Drug-drug interactions are a common obstacle among people living with HIV receiving antiretroviral therapy. This is especially true for those using PIs, widely known for their ability to compete with other medications for enzymes that regulate drug levels in the body. This can elevate blood levels of one or more drug, ultimately increasing the risk of side effects; it can also reduce blood levels of medications and reduce the effectiveness of treatment.

Among the important interactions to be added to all PI package inserts include those involving Revatio (slidenafil), Uroxatral (alfuzosin), Advair and Serevent (both contain salmeterol), Tracleer (bosentan), Adcirca (tadalafil) and colchicine.
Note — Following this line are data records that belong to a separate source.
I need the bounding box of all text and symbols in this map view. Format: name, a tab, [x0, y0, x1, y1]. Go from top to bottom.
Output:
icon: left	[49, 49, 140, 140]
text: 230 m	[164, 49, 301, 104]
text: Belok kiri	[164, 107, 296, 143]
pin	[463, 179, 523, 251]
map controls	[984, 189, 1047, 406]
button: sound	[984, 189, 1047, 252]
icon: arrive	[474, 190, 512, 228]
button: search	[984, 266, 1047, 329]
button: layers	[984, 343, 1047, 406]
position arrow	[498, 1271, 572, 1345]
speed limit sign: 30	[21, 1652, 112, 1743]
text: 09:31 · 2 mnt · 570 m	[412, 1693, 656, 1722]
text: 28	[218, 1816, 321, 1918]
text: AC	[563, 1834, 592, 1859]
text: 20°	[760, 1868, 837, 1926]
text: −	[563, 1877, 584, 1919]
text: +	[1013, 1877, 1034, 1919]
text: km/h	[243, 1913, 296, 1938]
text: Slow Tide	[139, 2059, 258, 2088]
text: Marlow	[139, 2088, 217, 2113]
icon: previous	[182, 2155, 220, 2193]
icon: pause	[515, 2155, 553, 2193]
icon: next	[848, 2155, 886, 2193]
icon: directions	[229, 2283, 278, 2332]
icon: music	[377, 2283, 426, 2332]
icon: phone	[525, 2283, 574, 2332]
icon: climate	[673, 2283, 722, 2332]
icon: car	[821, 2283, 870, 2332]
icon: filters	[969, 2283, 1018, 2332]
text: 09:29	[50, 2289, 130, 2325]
Revatio, a version of the erectile dysfunction medication sildenafil, is prescribed to treat pulmonary arterial hypertension. It is contraindicated among people living with HIV using PIs, meaning that the drug should not be used under any circumstances.

Tracleer and Adcirca are also used to treat pulmonary arterial hypertension and should be used cautiously. According to the FDA, their doses may need to be adjusted when combined with protease inhibitors. The agency also warns against using Tracleer with the PI Reyataz (atazanavir) if a Norvir (ritonavir) booster is not also included.

Advair and Serevent are frequently prescribed to help manage symptoms of asthma, chronic obstructive pulmonary disease (COPD) and sometimes seasonal allergies. They should not be combined with protease inhibitors.

Uroxatral, used to treat benign prostatic hyperplasia (BPH) in men, is also contraindicated among people using HIV protease inhibitors.

Colchicine, a natural produce derived from the Colchicum genus of plant, is used to treat gout and familial Mediterranean fever. Depending on the PI used, dose adjustments may be necessary. Additionally, colchicine should be avoided among those who take PIs and have a history of either liver (hepatic) or kidney (renal) impairment.